__Dataset extract__.
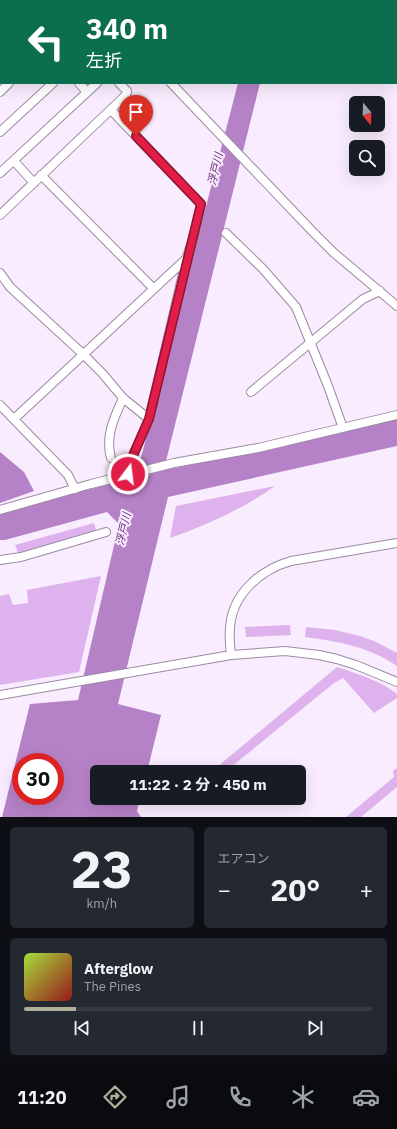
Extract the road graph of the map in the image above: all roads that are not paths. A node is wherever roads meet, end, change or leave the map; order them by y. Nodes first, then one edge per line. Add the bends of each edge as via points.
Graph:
1 (8, 84) edge
2 (52, 84) edge
3 (80, 84) edge
4 (95, 84) edge
5 (120, 84) edge
6 (172, 84) edge
7 (0, 92) edge
8 (87, 92) junction
9 (111, 110) junction
10 (0, 132) edge
11 (14, 161) junction
12 (0, 174) edge
13 (41, 175) junction
14 (34, 182) junction
15 (0, 215) edge
16 (226, 233) dead end
17 (187, 257) junction
18 (0, 273) edge
19 (154, 288) junction
20 (380, 291) junction
21 (397, 306) edge
22 (310, 343) junction
23 (84, 355) junction
24 (251, 392) dead end
25 (123, 398) junction
26 (2, 410) edge
27 (397, 415) edge
28 (149, 419) junction
29 (14, 420) junction
30 (343, 428) junction
31 (111, 458) dead end
32 (128, 474) junction
33 (75, 489) junction
34 (0, 510) edge
35 (106, 532) dead end
36 (397, 543) edge
37 (0, 560) edge
38 (231, 656) junction
39 (397, 682) edge
40 (0, 695) edge

1 - 7 street
2 - 10 street
3 - 8 street
4 - 8 street
5 - 9 street via 126,95
6 - 20 street via 334,253
8 - 11 street
9 - 13 street
9 - 17 street via 201,204
11 - 12 street
11 - 14 street
13 - 14 street
13 - 19 street
14 - 15 street
16 - 22 street via 263,269 296,307
17 - 19 street
17 - 28 street
18 - 23 street via 10,287
19 - 23 street
20 - 21 street
20 - 22 street via 363,299
22 - 24 street
22 - 30 street
23 - 25 street
23 - 29 street
25 - 28 street
25 - 31 street via 113,420 108,441
26 - 29 street
27 - 30 street
28 - 32 street via 131,460
29 - 33 street via 68,475
30 - 32 street
32 - 33 street
33 - 34 street
35 - 37 street via 21,557
36 - 38 street via 291,561 266,571 252,583 236,605 230,627
38 - 39 street via 285,651 319,655 356,664
38 - 40 street

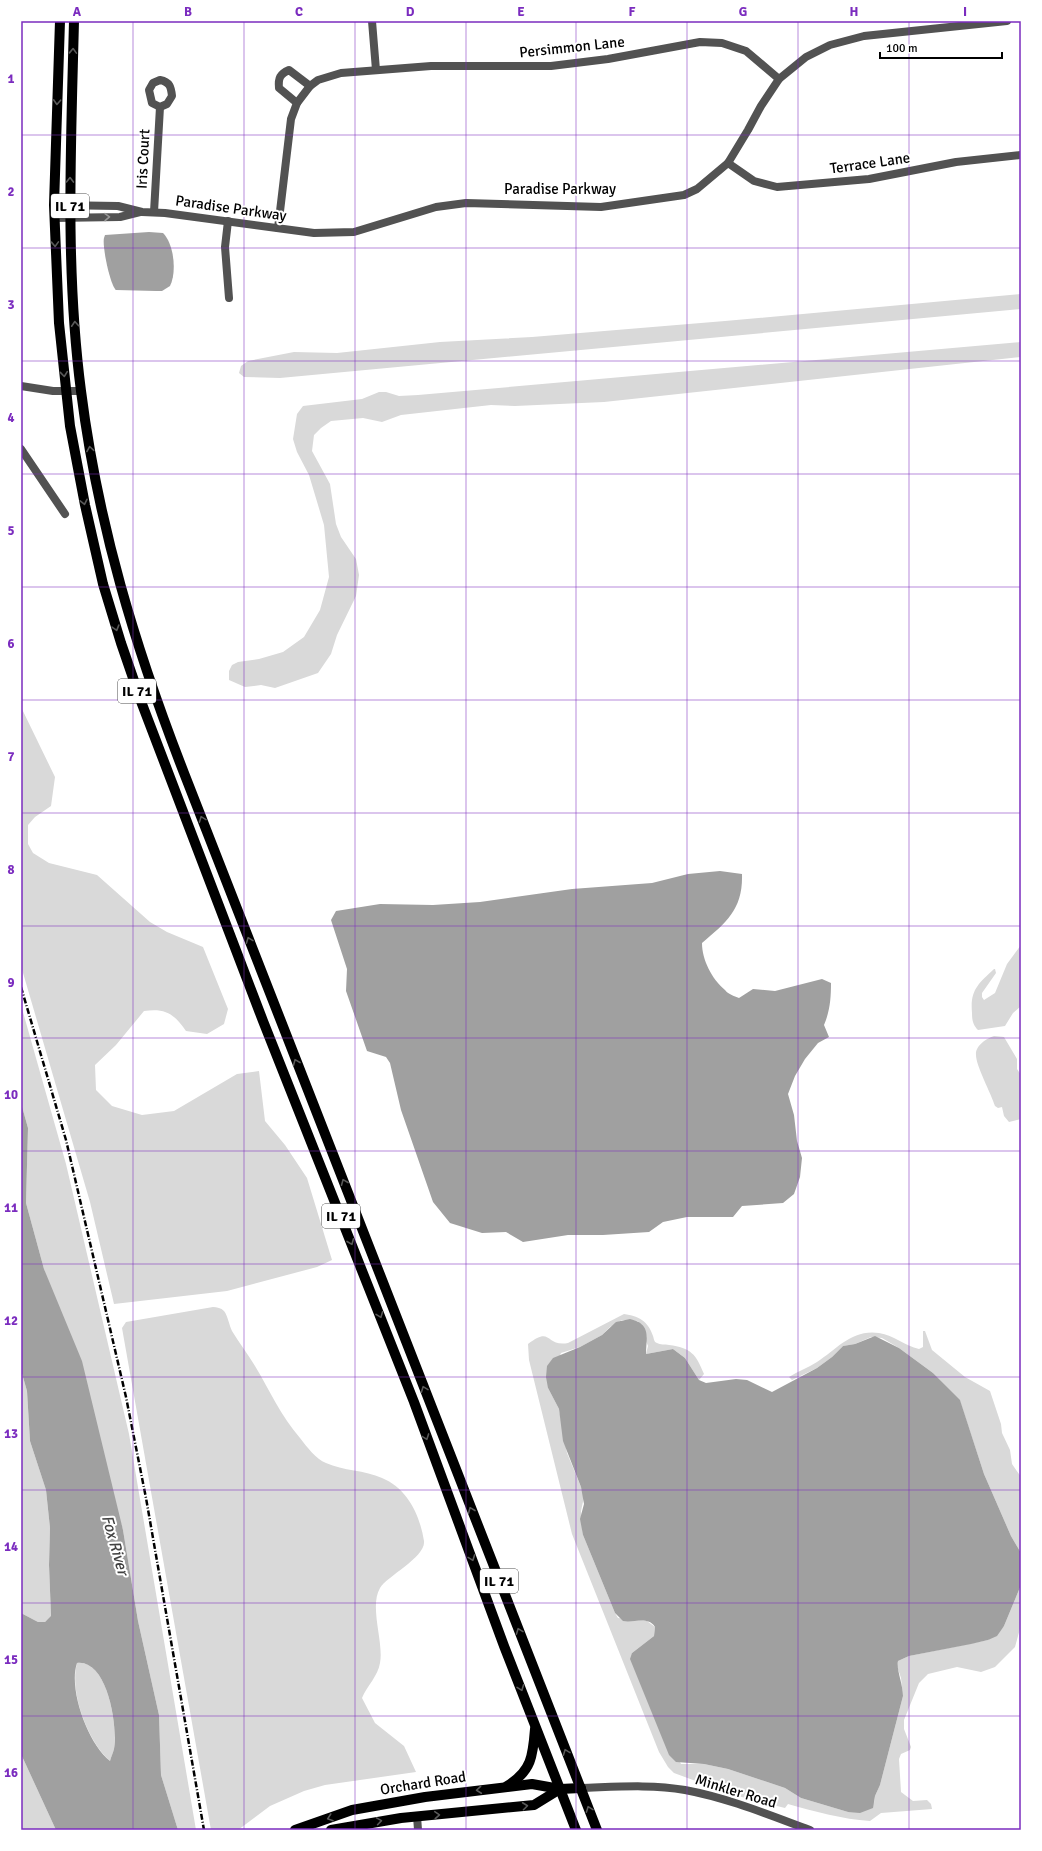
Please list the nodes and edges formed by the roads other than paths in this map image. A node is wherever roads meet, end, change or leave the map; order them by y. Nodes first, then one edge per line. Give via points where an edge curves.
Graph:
1 (60, 21) edge
2 (74, 21) edge
3 (372, 21) edge
4 (1007, 21) edge
5 (376, 70) junction
6 (779, 79) junction
7 (310, 86) junction
8 (297, 103) junction
9 (160, 107) dead end
10 (1021, 155) edge
11 (728, 163) junction
12 (54, 205) junction
13 (70, 205) junction
14 (142, 212) junction
15 (154, 212) junction
16 (54, 218) junction
17 (69, 218) junction
18 (228, 221) junction
19 (278, 228) junction
20 (229, 298) dead end
21 (21, 386) edge
22 (66, 391) junction
23 (81, 391) junction
24 (21, 449) edge
25 (65, 514) dead end
26 (536, 1727) junction
27 (506, 1786) junction
28 (580, 1788) junction
29 (560, 1789) junction
30 (417, 1816) junction
31 (295, 1830) edge
32 (331, 1830) edge
33 (418, 1830) edge
34 (576, 1830) edge
35 (597, 1830) edge
36 (810, 1830) edge

1 -> 12 main road, IL 71
13 -> 2 main road, IL 71
3 - 5 street
4 - 6 street, Paradise Parkway via 864,36 830,45 806,58
5 - 6 street, Persimmon Lane via 431,66 551,66 700,42 722,43 746,51
5 - 7 street, Persimmon Lane via 339,74 318,80
6 - 11 street, Paradise Parkway
7 - 8 street, Persimmon Lane
7 - 8 street via 289,70 280,75 279,88
8 - 19 street, Persimmon Lane via 291,119
9 - 15 street, Iris Court
10 - 11 street, Terrace Lane via 956,162 869,179 777,187 754,181
11 - 19 street, Paradise Parkway via 697,189 684,195 594,206 466,203 436,207 354,232 323,234
12 - 13 street, Paradise Parkway
12 - 16 main road, IL 71
13 - 14 street, Paradise Parkway via 118,206
13 - 17 main road, IL 71
14 - 15 street, Paradise Parkway
17 -> 14 street, Paradise Parkway via 120,217
15 - 18 street, Paradise Parkway
16 - 17 street, Paradise Parkway
16 -> 22 main road, IL 71 via 59,323
23 -> 17 main road, IL 71
18 - 19 street, Paradise Parkway
18 - 20 street via 225,247
21 - 22 street
22 - 23 street
22 -> 26 main road, IL 71 via 77,468 98,561 138,694 263,1021 408,1388
28 -> 23 main road, IL 71 via 159,710 132,628 102,517
24 - 25 street
26 - 27 main road via 533,1755 528,1768 517,1780
26 - 29 main road, IL 71
27 - 29 main road, Orchard Road via 532,1784
27 -> 31 main road, Orchard Road via 366,1807
28 - 29 main road, Orchard Road
35 -> 28 main road, IL 71
28 - 36 street, Minkler Road via 642,1786 683,1790 736,1802
30 -> 29 main road, Orchard Road via 534,1805
29 - 34 main road, IL 71
32 -> 30 main road, Orchard Road
30 - 33 street

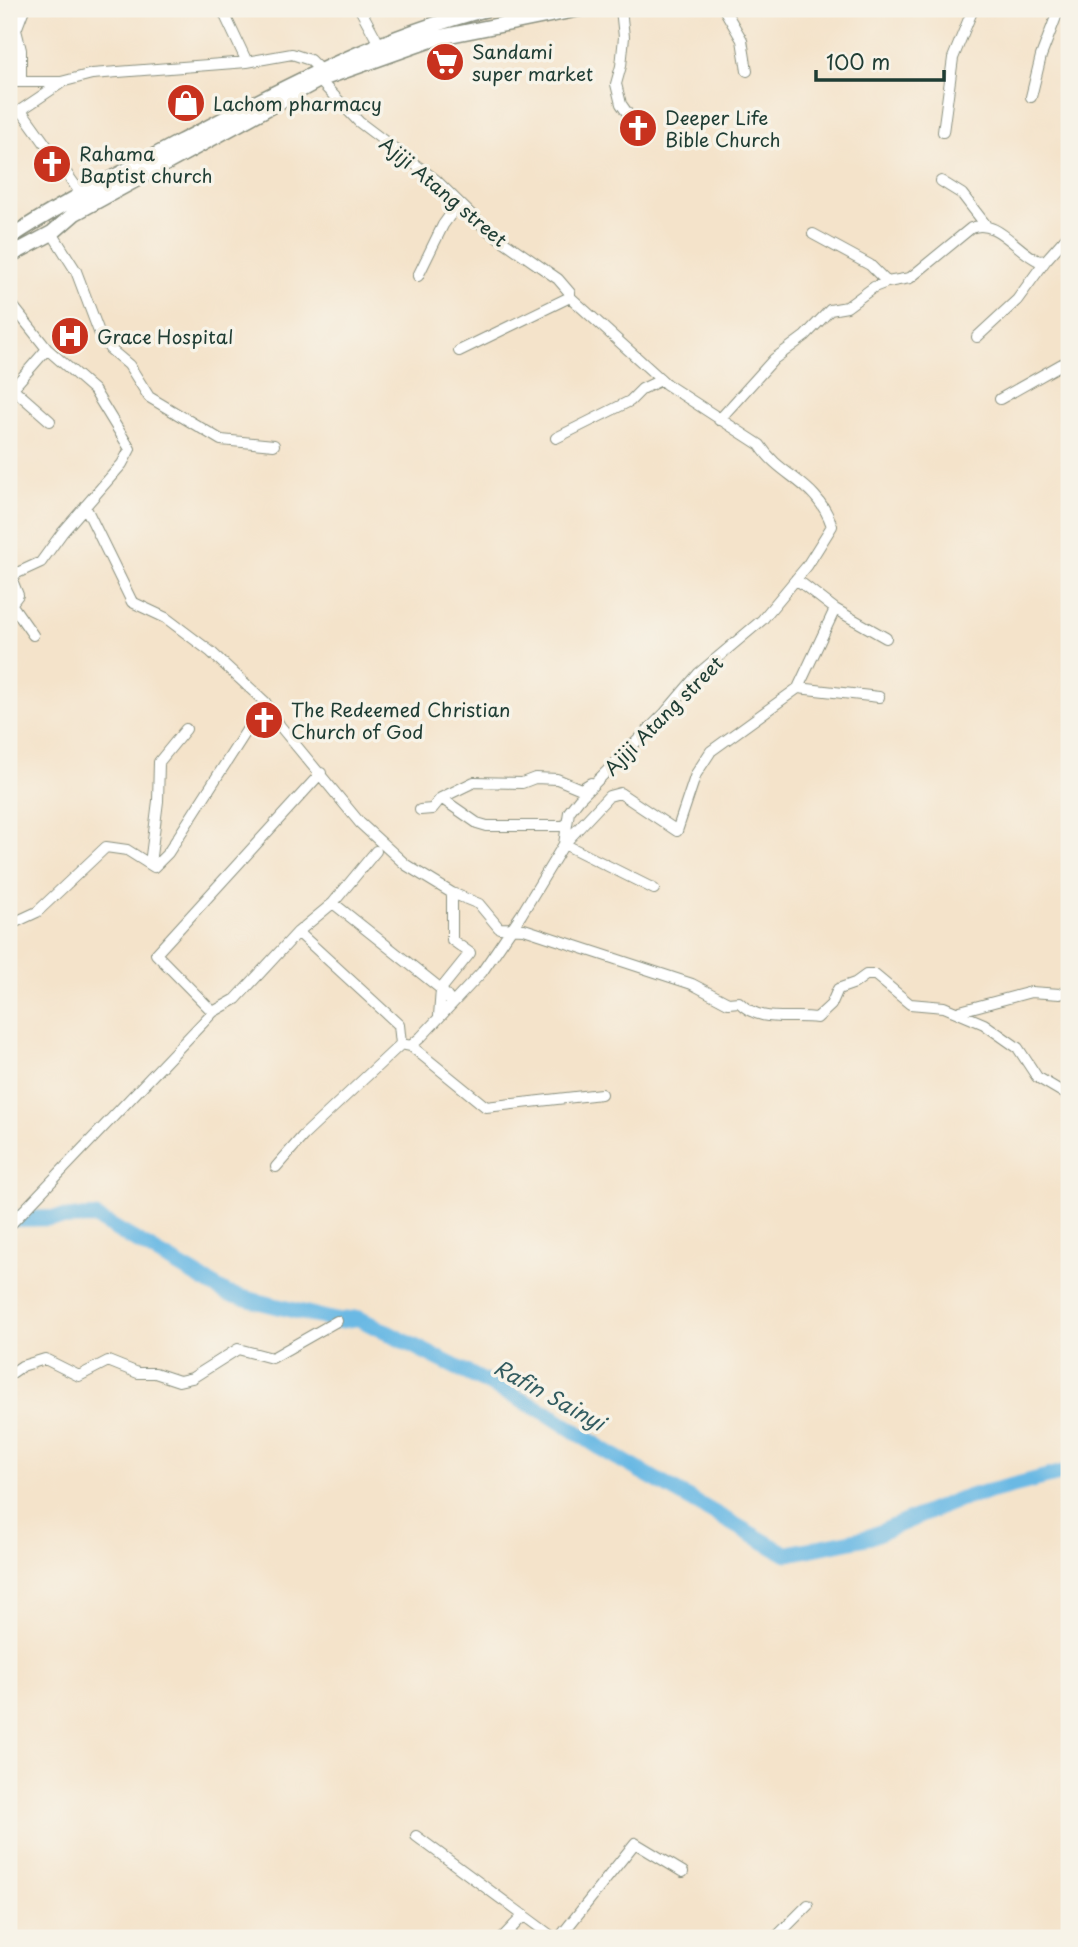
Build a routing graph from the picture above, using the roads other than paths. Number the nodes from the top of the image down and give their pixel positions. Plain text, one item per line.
1 (24, 9) edge
2 (222, 9) edge
3 (360, 9) edge
4 (487, 9) edge
5 (580, 9) edge
6 (621, 9) edge
7 (724, 9) edge
8 (973, 9) edge
9 (1059, 9) edge
10 (379, 44) junction
11 (247, 62) junction
12 (747, 71) dead end
13 (319, 74) junction
14 (9, 82) edge
15 (21, 82) junction
16 (61, 82) junction
17 (1031, 97) dead end
18 (21, 110) junction
19 (9, 118) edge
20 (635, 124) dead end
21 (943, 132) dead end
22 (941, 181) dead end
23 (82, 195) junction
24 (458, 204) junction
25 (985, 224) junction
26 (52, 233) junction
27 (813, 234) dead end
28 (1069, 234) edge
29 (9, 238) edge
30 (9, 256) edge
31 (1046, 260) junction
32 (418, 276) dead end
33 (887, 282) junction
34 (570, 298) junction
35 (9, 301) edge
36 (977, 337) dead end
37 (47, 349) junction
38 (459, 351) dead end
39 (1069, 360) edge
40 (661, 380) junction
41 (11, 386) edge
42 (1000, 399) dead end
43 (50, 421) dead end
44 (719, 421) junction
45 (556, 438) dead end
46 (274, 445) dead end
47 (85, 506) junction
48 (12, 574) edge
49 (796, 579) junction
50 (10, 606) edge
51 (835, 609) junction
52 (33, 635) dead end
53 (886, 638) dead end
54 (798, 688) junction
55 (878, 697) dead end
56 (265, 702) junction
57 (186, 729) dead end
58 (321, 773) junction
59 (601, 778) junction
60 (441, 798) junction
61 (420, 810) dead end
62 (565, 825) junction
63 (564, 844) junction
64 (376, 851) dead end
65 (150, 864) junction
66 (654, 889) dead end
67 (452, 893) junction
68 (332, 903) junction
69 (9, 925) edge
70 (511, 928) junction
71 (298, 932) junction
72 (441, 989) junction
73 (1069, 990) edge
74 (452, 1003) junction
75 (960, 1011) junction
76 (213, 1012) junction
77 (439, 1016) junction
78 (406, 1045) junction
79 (601, 1094) dead end
80 (1069, 1096) edge
81 (276, 1167) dead end
82 (9, 1226) edge
83 (337, 1321) dead end
84 (9, 1375) edge
85 (416, 1836) dead end
86 (683, 1872) dead end
87 (808, 1905) dead end
88 (524, 1915) junction
89 (502, 1938) edge
90 (554, 1938) edge
91 (559, 1938) edge
92 (775, 1938) edge

1 - 15 street
2 - 11 street
3 - 10 street
4 - 10 main road
5 - 13 main road
6 - 20 street
7 - 12 street
8 - 21 street
9 - 17 street
10 - 13 main road
11 - 13 street
11 - 16 street
13 - 23 main road
13 - 24 street, Ajiji Atang street
13 - 26 main road
14 - 15 street
15 - 16 street
16 - 18 street
18 - 19 street
18 - 23 street
22 - 25 street
23 - 29 main road
24 - 32 street
24 - 34 street, Ajiji Atang street
25 - 31 street
25 - 33 street
26 - 30 main road
26 - 46 street
27 - 33 street
28 - 31 street
31 - 36 street
33 - 44 street
34 - 38 street
34 - 40 street, Ajiji Atang street
35 - 37 street
37 - 41 street
37 - 47 street
39 - 42 street
40 - 44 street, Ajiji Atang street
40 - 45 street
41 - 43 street
44 - 49 street, Ajiji Atang street
47 - 48 street
47 - 56 street
48 - 50 street
49 - 51 street
49 - 59 street, Ajiji Atang street
50 - 52 street
51 - 53 street
51 - 54 street
54 - 55 street
54 - 63 street
56 - 58 street
56 - 65 street
57 - 65 street
58 - 67 street
58 - 76 street
59 - 60 street
59 - 62 street, Ajiji Atang street
60 - 61 street
60 - 62 street
62 - 63 street, Ajiji Atang street
63 - 66 street
63 - 70 street, Ajiji Atang street
64 - 68 street
65 - 69 street
67 - 70 street
67 - 72 street
68 - 71 street
68 - 72 street
70 - 74 street, Ajiji Atang street
70 - 75 street
71 - 76 street
71 - 78 street
72 - 74 street
72 - 77 street
73 - 75 street
74 - 77 street, Ajiji Atang street
75 - 80 street
76 - 82 street
77 - 78 street, Ajiji Atang street
78 - 79 street
78 - 81 street, Ajiji Atang street
83 - 84 street
85 - 88 street
86 - 91 street
87 - 92 street
88 - 89 street
88 - 90 street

__Your instructions__.
The expected answer holds each line from the listing above where the string "paths" is present.

__Output for this task__.
Extract the road graph of the map in the image above: all roads that are not paths. A node is wherever roads meet, end, change or leave the map; order them by y. Nodes first, then one edge per line. Add the bends of each edge as via points.
Please list the nodes and edges formed by the roads other than paths in this map image. A node is wherever roads meet, end, change or leave the map; order them by y. Nodes first, then one edge per line. Give via points where an edge curves.
Build a routing graph from the picture above, using the roads other than paths. Number the nodes from the top of the image down and give their pixel positions. Plain text, one item per line.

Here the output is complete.